REVUE DE PRESSE BD & CARICATURE ZEBRA N°118

11 Août 2024

par Jan Harmenz van Bijlert (vers 1635)

Parade amoureuse

Il est trop tôt pour dire si les retombées des Jeux olympiques seront celles espérées par ses organisateurs, E. Macron en tête, à savoir restaurer la confiance des investisseurs dans la capacité de la France à rembourser ses dettes.

La cérémonie d’ouverture fut donc une sorte de parade amoureuse, mobilisant tout ce que Paris possède encore de charmes vénéneux. Le meilleur portraitiste de Paris, H. de Balzac, n’écrivait-il pas qu’« à Paris tout fait spectacle, même la douleur la plus vraie. » ?

Faire d’une reine cruellement décapitée un spectacle serait choquant partout ailleurs qu’en France : la première Dame a pu se rassurer en se disant que, fort sagement, la garde républicaine a été doublée depuis Marie-Antoinette.

Le tableau représentant le festin des dieux a été copieusement commenté à travers le monde. Etait-ce prévisible ? Non, car les foucades de Donald Trump sont aussi imprévisibles que le hasard, qui a dévié la balle qui le visait d’un centimètre.
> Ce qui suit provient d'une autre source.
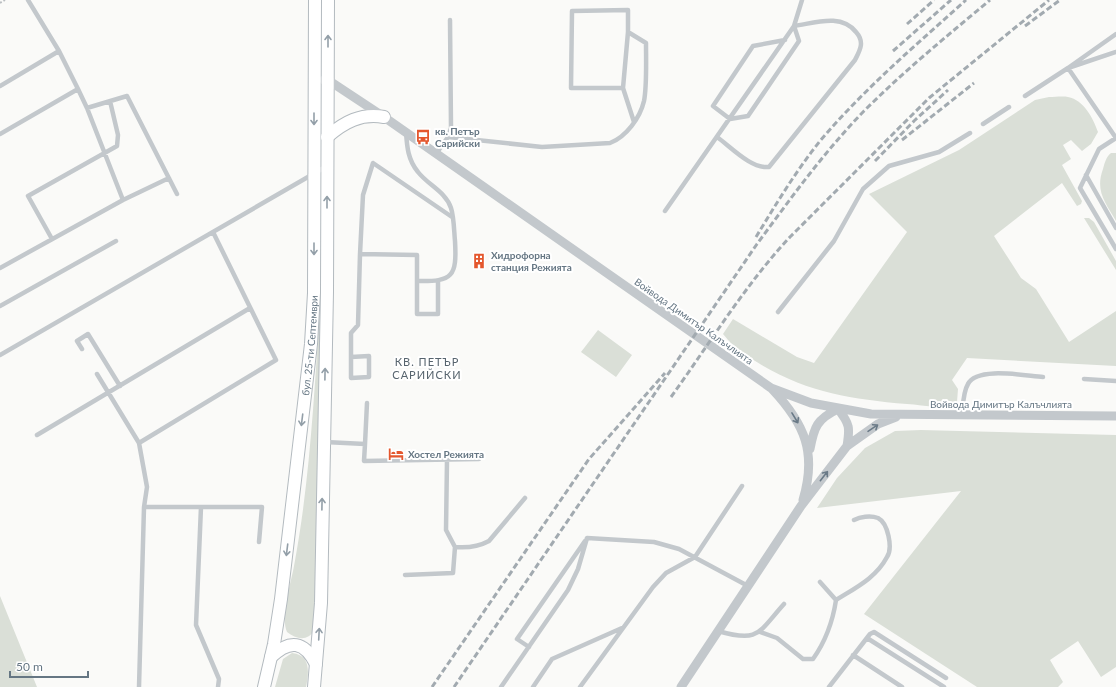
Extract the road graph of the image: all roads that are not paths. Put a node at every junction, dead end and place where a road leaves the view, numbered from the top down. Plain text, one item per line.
1 (28, 0) edge
2 (315, 0) edge
3 (328, 0) edge
4 (802, 0) edge
5 (450, 20) dead end
6 (794, 26) junction
7 (628, 32) junction
8 (1116, 34) edge
9 (785, 40) junction
10 (59, 51) junction
11 (1116, 52) edge
12 (1068, 68) junction
13 (314, 80) junction
14 (328, 80) junction
15 (0, 86) edge
16 (623, 88) junction
17 (78, 89) junction
18 (1025, 96) dead end
19 (110, 101) junction
20 (1009, 107) dead end
21 (87, 108) junction
22 (384, 117) junction
23 (730, 119) junction
24 (634, 122) junction
25 (983, 124) dead end
26 (406, 132) junction
27 (970, 133) dead end
28 (0, 134) edge
29 (327, 137) junction
30 (448, 137) junction
31 (717, 137) junction
32 (105, 153) junction
33 (436, 154) junction
34 (327, 166) junction
35 (314, 173) junction
36 (1086, 175) junction
37 (169, 178) junction
38 (177, 194) dead end
39 (123, 200) junction
40 (665, 212) dead end
41 (452, 217) junction
42 (1116, 228) edge
43 (213, 232) junction
44 (52, 239) junction
45 (116, 241) dead end
46 (1116, 249) edge
47 (360, 254) junction
48 (0, 268) edge
49 (417, 281) junction
50 (438, 281) junction
51 (0, 306) edge
52 (250, 308) junction
53 (778, 312) dead end
54 (82, 349) dead end
55 (0, 355) edge
56 (351, 357) junction
57 (97, 374) dead end
58 (1043, 377) dead end
59 (1084, 380) dead end
60 (1116, 381) edge
61 (120, 386) junction
62 (771, 388) junction
63 (109, 392) junction
64 (367, 403) dead end
65 (838, 409) junction
66 (902, 415) junction
67 (962, 415) junction
68 (1116, 416) edge
69 (37, 434) dead end
70 (324, 442) junction
71 (139, 443) junction
72 (365, 444) junction
73 (847, 446) junction
74 (809, 454) junction
75 (479, 459) dead end
76 (447, 460) junction
77 (742, 486) dead end
78 (525, 498) dead end
79 (801, 506) junction
80 (144, 507) junction
81 (201, 507) junction
82 (854, 520) dead end
83 (587, 538) junction
84 (259, 542) dead end
85 (455, 547) junction
86 (695, 557) junction
87 (405, 575) dead end
88 (820, 582) dead end
89 (748, 586) junction
90 (836, 600) junction
91 (784, 604) dead end
92 (622, 628) junction
93 (718, 631) junction
94 (760, 632) junction
95 (867, 638) junction
96 (529, 647) junction
97 (853, 655) junction
98 (271, 657) junction
99 (316, 664) junction
100 (946, 678) dead end
101 (832, 686) edge
102 (139, 687) edge
103 (218, 687) edge
104 (264, 687) edge
105 (314, 687) edge
106 (501, 687) edge
107 (533, 687) edge
108 (580, 687) edge
109 (681, 687) edge
110 (902, 687) edge
111 (944, 687) edge

1 - 10 lane
2 - 13 main road, бул. 25-ти Септември
14 -> 3 main road, бул. 25-ти Септември
4 - 6 lane
5 - 30 lane
6 - 9 lane
6 - 23 lane
6 - 31 lane
7 - 16 lane
7 - 16 lane
7 - 24 lane
8 - 12 lane
9 - 23 lane
9 - 23 lane
10 - 15 lane
10 - 17 lane
11 - 12 lane
12 - 18 lane
12 - 36 lane
13 - 14 street
13 -> 35 main road, бул. 25-ти Септември
14 - 22 street, Войвода Димитър Калъчлията
14 - 29 main road, бул. 25-ти Септември
16 - 24 lane
17 - 21 lane
17 - 28 lane
19 - 21 lane
19 - 32 lane
19 - 37 lane
20 - 25 lane
21 - 32 lane
22 - 26 street, Войвода Димитър Калъчлията
22 - 29 main road
23 - 31 lane
24 - 30 lane
26 - 33 street, Войвода Димитър Калъчлията
26 - 41 lane
27 - 53 lane
29 - 34 main road, бул. 25-ти Септември
30 - 33 lane
31 - 40 lane
32 - 39 lane
32 - 44 lane
33 - 62 street, Войвода Димитър Калъчлията
34 - 35 lane
70 -> 34 main road, бул. 25-ти Септември
35 - 43 lane
35 -> 98 main road, бул. 25-ти Септември
36 - 42 lane
36 - 46 lane
37 - 38 lane
37 - 39 lane
39 - 44 lane
41 - 47 lane
41 - 50 lane
43 - 52 lane
43 - 55 lane
44 - 48 lane
45 - 51 lane
47 - 49 lane
47 - 56 lane
49 - 50 lane
49 - 50 lane
52 - 61 lane
52 - 71 lane
54 - 61 lane
56 - 56 lane
57 - 63 lane
58 - 67 lane
59 - 60 lane
61 - 63 lane
62 - 65 street, Войвода Димитър Калъчлията
62 -> 74 street
63 - 69 lane
63 - 71 lane
64 - 72 lane
65 - 66 street, Войвода Димитър Калъчлията
65 - 73 street
65 - 74 street
66 - 67 street, Войвода Димитър Калъчлията
73 -> 66 street
67 - 68 street, Войвода Димитър Калъчлията
70 - 72 lane
99 -> 70 main road, бул. 25-ти Септември
71 - 80 lane
72 - 76 lane
79 -> 73 street
74 - 79 street
75 - 76 lane
76 - 85 lane
77 - 86 lane
78 - 85 lane
79 - 89 street
80 - 81 lane
80 - 102 lane
81 - 84 lane
81 - 103 lane
82 - 90 lane
83 - 86 lane
83 - 96 lane
83 - 96 lane
85 - 87 lane
86 - 89 lane
86 - 92 lane
88 - 90 lane
89 - 93 street
90 - 94 lane
91 - 94 lane
92 - 107 lane
92 - 108 lane
93 - 94 lane
93 - 109 street
95 - 97 lane
95 - 100 lane
95 - 111 lane
96 - 106 lane
97 - 101 lane
97 - 110 lane
98 - 99 main road
98 - 104 main road, бул. 25-ти Септември
99 - 105 main road, бул. 25-ти Септември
Le hasard, justement, n’est pas très loin de ce que représente Bacchus dans la culture antique, une sorte de destin que les alcooliques ont tendance à confondre avec Dieu.

Dans ce tableau, D. Trump & Cie ont vu une parodie insultante de la Cène, c’est-à-dire du dernier souper de Jésus avec ses apôtres, et ce malgré Bacchus au premier plan. Ce thème est un classique de la peinture italienne de la Renaissance, illustrant des récits antiques par Homère, Hésiode, Ovide… ; il a beaucoup été imité ensuite, en particulier par les peintres hollandais. La version ci-dessus, par Jan Harmenz van Bijlert, trahit un syncrétisme religieux, un mélange de christianisme et de paganisme, lui aussi assez banal, typiquement italien. L’ambiguïté est cultivée ici entre Apollon, patron des arts muni de sa lyre, et Jésus-Christ prenant son dernier repas avec ses apôtres.

De là à dire que la culture « queer » est cryptocatholique, il y a un pas que D. Trump hésitera à franchir pour ne pas froisser la frange catholique de son électorat.

“Gazoline Alley” par Frank King.

Comic-strip

« Gasoline Alley » est un comic-strip créé en 1918 par Frank King (1883-1969) pour le « Chicago Tribune », dont les éds. 2024 proposent une sélection traduite en français.

Comme son nom l’indique, « Gasoline Alley » raconte des histoires d’automobile et d’automobilistes, faites pour divertir le lecteur entre deux articles suivant la loi du genre. Frank King lui-même avait une passion pour la mécanique, et n’en était pas à sa première ode burlesque à la vitesse et au moteur à explosion, ayant publié auparavant « Motorcycle Mike », au titre non moins explicite. Les comic-strips de Frank King sont typiques de la culture populiste américaine du début du XXe siècle, au même titre que les cartoons (dessins-animés) : on comprend pourquoi l’écologie fera un tel « flop » ultérieurement aux Etats-Unis.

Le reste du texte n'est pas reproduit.